Mark D. Moreland, Esq., Mark D. Moreland, L.C., Charleston, West Virginia, Attorney for Appellant.

William J. Leon, Esq., Eckert Seamans Cherin Mellott, PLLC, Morgantown, West Virginia, Attorney for Appellee.



The appellant in this proceeding, Basil R. Legg, Jr., an attorney who had a contractual relationship with the law firm of Johnson, Simmerman Broughton, L.C., sued the law firm, the appellee here, after he terminated the relationship. In suing the firm, the appellant claimed that the contractual relationship was that of employer/employee, and that the firm had violated the Wage Payment and Collection Act, W. Va. Code 21-5-1, et seq., in failing to pay him, the employee, moneys which he claimed were due upon his termination. He also claimed that the firm had breached its contract with him and had committed fraud upon him. After discovery in the case, the Circuit Court of Harrison County concluded that the appellant was not entitled to the protections of the Wage Payment and Collection Act, and the circuit court granted the firm summary judgment on the Wage Payment and Collection Act claim. The circuit court also dismissed the appellant's breach of contract and fraud claims.
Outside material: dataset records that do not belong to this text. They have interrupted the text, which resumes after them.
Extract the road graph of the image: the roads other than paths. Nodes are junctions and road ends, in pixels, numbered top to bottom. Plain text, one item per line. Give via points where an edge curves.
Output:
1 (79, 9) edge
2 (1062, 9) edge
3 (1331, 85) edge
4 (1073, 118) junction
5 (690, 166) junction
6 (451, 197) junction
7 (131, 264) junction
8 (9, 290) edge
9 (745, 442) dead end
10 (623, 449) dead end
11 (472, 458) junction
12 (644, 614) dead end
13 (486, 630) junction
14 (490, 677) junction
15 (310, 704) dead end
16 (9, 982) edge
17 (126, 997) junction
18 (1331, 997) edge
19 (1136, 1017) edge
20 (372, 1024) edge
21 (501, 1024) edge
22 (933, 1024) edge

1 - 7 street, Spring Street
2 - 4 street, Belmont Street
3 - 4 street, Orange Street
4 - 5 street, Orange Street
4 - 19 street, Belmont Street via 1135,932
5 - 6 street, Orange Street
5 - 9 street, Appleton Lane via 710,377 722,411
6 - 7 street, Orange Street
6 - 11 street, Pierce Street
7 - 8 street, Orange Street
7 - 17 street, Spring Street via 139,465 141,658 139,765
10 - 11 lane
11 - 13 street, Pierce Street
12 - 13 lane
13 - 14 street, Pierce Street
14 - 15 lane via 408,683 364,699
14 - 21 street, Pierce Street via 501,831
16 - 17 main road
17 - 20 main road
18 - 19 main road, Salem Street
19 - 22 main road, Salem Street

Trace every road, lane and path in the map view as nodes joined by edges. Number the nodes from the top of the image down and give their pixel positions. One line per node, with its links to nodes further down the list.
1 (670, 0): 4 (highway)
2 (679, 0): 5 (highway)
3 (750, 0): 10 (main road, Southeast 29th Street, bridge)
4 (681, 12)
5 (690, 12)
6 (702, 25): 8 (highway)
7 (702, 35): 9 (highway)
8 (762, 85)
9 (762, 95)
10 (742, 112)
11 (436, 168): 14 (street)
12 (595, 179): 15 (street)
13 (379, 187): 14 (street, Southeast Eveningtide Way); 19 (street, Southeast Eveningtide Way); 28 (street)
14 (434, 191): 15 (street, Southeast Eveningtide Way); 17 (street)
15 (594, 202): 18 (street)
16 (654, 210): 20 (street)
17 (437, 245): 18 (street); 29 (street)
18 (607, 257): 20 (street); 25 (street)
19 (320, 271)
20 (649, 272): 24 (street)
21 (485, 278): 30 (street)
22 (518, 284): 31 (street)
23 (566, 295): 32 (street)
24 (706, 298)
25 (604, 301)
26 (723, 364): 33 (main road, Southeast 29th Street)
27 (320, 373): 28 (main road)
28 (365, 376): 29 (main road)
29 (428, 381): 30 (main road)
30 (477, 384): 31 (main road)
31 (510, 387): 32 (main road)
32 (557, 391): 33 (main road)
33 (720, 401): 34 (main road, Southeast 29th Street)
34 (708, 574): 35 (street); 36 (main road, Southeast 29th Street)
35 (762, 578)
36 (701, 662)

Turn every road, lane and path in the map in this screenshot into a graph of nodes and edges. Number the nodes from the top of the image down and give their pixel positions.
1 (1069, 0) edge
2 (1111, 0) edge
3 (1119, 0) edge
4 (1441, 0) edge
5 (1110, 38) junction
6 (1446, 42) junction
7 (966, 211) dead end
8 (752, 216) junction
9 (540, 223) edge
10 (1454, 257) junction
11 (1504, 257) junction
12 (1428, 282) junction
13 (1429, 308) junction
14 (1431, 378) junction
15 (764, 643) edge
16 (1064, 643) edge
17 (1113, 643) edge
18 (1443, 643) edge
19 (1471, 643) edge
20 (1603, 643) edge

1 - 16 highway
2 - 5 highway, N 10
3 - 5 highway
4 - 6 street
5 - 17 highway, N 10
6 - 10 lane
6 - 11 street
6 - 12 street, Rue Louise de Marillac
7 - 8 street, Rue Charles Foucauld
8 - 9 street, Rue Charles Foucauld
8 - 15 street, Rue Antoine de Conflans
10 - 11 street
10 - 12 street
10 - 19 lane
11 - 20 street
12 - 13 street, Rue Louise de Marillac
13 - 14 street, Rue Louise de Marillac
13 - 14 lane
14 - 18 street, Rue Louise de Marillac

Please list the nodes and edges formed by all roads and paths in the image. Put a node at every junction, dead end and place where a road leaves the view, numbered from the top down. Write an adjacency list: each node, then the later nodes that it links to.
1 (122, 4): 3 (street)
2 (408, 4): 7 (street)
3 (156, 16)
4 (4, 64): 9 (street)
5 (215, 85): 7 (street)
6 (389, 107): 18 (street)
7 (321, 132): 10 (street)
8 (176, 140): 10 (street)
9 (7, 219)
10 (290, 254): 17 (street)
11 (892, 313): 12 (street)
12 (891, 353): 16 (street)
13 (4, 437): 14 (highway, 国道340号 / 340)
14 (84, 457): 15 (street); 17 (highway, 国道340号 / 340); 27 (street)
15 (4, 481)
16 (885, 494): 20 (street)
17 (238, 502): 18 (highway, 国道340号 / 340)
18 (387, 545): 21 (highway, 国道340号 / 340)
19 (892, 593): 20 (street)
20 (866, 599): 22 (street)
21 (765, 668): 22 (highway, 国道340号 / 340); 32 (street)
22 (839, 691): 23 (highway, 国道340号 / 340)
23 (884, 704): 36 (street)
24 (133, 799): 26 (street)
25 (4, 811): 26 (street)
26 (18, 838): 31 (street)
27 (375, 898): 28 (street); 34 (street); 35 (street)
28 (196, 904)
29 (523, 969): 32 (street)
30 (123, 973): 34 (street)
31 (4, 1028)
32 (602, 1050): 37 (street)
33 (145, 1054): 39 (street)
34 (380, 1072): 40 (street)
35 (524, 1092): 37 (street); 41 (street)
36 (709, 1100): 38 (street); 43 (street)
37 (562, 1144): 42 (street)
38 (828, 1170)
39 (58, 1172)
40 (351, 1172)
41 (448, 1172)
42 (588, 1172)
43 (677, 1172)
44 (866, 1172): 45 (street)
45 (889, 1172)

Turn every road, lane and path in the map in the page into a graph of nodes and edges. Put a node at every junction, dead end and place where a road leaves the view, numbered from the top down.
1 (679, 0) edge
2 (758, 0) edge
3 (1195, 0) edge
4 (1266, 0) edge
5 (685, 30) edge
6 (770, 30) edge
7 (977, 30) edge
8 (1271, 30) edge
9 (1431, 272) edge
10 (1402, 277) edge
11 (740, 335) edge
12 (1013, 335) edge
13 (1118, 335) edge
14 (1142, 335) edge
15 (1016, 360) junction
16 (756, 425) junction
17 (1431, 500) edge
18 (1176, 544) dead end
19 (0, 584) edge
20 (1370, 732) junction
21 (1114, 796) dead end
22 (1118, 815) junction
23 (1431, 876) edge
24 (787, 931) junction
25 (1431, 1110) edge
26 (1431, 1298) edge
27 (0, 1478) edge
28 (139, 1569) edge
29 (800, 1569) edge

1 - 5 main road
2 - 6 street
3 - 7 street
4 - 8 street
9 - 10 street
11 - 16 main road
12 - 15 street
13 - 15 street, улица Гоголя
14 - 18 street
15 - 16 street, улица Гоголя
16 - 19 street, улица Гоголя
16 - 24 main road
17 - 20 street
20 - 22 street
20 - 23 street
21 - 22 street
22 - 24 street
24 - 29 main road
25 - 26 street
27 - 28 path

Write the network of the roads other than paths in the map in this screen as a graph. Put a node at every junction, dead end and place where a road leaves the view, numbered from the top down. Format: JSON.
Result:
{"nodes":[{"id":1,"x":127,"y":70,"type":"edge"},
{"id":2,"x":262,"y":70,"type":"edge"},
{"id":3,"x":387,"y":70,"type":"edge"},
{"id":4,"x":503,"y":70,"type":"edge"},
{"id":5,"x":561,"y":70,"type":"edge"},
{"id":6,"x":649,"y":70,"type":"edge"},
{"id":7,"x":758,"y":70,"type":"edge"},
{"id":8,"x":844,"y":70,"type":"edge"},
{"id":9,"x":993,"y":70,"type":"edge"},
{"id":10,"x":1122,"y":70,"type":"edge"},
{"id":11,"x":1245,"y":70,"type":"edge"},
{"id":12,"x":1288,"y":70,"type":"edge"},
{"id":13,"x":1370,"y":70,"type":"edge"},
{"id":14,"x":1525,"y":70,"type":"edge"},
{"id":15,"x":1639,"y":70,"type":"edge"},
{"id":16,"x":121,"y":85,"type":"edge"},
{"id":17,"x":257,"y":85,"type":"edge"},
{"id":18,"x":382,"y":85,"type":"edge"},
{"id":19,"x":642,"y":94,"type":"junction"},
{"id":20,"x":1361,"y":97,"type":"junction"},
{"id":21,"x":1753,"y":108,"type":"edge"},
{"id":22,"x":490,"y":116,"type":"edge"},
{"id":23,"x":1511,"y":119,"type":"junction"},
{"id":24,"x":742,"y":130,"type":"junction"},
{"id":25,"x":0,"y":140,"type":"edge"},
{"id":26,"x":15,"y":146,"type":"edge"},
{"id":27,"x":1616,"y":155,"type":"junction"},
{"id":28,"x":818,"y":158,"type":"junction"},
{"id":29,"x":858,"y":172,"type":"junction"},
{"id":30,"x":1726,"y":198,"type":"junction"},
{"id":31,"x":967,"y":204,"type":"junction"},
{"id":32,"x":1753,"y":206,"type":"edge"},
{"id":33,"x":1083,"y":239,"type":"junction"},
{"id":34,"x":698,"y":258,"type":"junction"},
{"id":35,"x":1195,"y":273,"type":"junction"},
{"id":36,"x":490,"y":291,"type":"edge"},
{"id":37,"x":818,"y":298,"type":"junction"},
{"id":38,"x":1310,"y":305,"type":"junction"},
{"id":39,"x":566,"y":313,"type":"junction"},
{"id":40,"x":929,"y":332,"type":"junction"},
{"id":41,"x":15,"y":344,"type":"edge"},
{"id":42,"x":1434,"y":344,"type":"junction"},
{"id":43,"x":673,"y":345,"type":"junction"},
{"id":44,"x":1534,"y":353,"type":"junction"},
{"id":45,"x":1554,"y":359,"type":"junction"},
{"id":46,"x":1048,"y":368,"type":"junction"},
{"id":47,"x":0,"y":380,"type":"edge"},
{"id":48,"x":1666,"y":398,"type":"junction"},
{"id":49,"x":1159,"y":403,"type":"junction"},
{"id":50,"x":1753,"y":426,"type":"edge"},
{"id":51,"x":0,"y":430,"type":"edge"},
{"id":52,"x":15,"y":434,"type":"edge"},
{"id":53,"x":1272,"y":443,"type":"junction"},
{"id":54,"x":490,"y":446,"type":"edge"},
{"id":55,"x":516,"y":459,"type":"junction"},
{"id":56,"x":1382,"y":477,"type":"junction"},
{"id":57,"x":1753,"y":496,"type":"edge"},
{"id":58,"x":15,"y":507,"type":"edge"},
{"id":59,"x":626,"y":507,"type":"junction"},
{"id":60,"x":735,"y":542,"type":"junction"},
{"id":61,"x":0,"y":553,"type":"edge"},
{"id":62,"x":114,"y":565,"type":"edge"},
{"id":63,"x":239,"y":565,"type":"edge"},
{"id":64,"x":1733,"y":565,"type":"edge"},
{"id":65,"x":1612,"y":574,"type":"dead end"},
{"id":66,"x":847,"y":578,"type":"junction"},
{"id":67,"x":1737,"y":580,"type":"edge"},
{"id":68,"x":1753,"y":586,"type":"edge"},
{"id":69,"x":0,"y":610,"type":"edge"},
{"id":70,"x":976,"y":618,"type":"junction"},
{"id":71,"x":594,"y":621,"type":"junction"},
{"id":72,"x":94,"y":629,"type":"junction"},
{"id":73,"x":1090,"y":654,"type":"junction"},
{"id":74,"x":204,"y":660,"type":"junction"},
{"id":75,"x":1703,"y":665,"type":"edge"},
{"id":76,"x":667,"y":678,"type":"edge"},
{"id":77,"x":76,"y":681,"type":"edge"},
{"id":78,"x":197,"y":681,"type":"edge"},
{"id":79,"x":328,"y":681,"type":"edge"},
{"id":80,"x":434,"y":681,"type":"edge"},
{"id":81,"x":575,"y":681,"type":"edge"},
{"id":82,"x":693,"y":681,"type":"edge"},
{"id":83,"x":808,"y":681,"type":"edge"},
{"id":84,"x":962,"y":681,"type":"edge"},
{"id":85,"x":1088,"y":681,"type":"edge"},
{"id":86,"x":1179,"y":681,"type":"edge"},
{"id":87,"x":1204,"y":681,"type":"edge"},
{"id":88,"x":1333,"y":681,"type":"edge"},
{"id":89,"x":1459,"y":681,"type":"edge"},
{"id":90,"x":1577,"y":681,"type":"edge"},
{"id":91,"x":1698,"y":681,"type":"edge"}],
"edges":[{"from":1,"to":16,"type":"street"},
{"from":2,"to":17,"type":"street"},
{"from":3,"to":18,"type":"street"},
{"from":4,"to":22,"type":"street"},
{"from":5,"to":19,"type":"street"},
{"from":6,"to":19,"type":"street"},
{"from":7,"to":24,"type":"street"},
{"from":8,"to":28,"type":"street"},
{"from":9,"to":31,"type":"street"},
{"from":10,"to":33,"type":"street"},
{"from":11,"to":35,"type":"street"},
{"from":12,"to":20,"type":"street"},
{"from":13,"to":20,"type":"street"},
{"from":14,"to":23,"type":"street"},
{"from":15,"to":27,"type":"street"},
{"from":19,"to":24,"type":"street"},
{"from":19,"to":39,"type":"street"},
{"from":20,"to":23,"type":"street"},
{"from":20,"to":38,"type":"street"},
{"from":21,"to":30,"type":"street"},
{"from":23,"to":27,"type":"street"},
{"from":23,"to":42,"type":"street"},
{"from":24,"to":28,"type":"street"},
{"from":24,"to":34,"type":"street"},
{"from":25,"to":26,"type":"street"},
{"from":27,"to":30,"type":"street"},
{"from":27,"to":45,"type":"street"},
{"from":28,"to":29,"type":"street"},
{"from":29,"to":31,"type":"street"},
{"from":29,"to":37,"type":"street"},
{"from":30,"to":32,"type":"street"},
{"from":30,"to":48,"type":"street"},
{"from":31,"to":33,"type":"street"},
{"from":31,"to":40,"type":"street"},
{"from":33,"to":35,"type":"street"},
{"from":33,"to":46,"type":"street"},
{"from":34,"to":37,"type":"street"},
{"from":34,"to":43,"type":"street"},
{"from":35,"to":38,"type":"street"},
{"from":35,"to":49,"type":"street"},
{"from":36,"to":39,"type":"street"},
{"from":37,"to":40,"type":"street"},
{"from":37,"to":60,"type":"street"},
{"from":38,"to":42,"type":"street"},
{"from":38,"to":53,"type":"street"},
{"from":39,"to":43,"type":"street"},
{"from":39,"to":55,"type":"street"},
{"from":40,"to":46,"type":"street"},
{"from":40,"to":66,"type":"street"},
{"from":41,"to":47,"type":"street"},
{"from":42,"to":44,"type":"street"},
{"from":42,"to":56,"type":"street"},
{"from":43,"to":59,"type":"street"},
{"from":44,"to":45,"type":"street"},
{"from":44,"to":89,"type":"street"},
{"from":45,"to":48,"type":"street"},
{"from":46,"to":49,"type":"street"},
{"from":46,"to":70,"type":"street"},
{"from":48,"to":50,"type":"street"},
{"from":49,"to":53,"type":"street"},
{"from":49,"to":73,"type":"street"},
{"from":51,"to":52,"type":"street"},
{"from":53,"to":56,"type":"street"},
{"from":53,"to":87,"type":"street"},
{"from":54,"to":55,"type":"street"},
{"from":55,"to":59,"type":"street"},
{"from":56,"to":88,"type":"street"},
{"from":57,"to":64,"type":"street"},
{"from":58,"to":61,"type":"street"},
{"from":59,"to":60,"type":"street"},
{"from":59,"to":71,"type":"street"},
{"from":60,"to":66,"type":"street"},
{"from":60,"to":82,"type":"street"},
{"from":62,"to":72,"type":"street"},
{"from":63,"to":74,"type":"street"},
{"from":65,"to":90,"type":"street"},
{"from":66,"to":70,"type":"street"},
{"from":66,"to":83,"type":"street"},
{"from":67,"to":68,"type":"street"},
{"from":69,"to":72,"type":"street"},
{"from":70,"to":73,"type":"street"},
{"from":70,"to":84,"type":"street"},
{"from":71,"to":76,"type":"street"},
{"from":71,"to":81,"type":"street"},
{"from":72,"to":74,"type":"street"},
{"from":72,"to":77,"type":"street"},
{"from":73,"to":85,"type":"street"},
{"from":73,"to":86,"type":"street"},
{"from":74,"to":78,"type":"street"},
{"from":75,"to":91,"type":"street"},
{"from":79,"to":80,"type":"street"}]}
On appeal, the appellant claims that the circuit court erred in granting summary judgment on the Wage Payment and Collection Act claim since, he asserts, that the evidence demonstrates, or at least raises a question of fact as to whether, he was an employee. He also claims that the circuit court erred in dismissing his breach of contract and fraud claims since, he asserts, the facts relating to those claims had not been adequately developed or argued before the court.

I. FACTS

On July 1, 1996, the appellant, an attorney, began working in the law office of the appellee, Johnson, Simmerman Broughton, L.C., apparently under an oral agreement. On July 12, 1996, he wrote a letter to the members of the firm in which he attempted to memorialize the terms of his relationship with the firm. The letter commenced:

You asked that I set forth in writing the terms under which I have agreed to become associated with the law firm of Johnson, Simmerman Broughton, L.C. In accordance with our discussion on June 18, 1996, it is my understanding that the terms of our arrangement are as follows:

He further stated that his initial status would be that of an "employee/associate of the firm."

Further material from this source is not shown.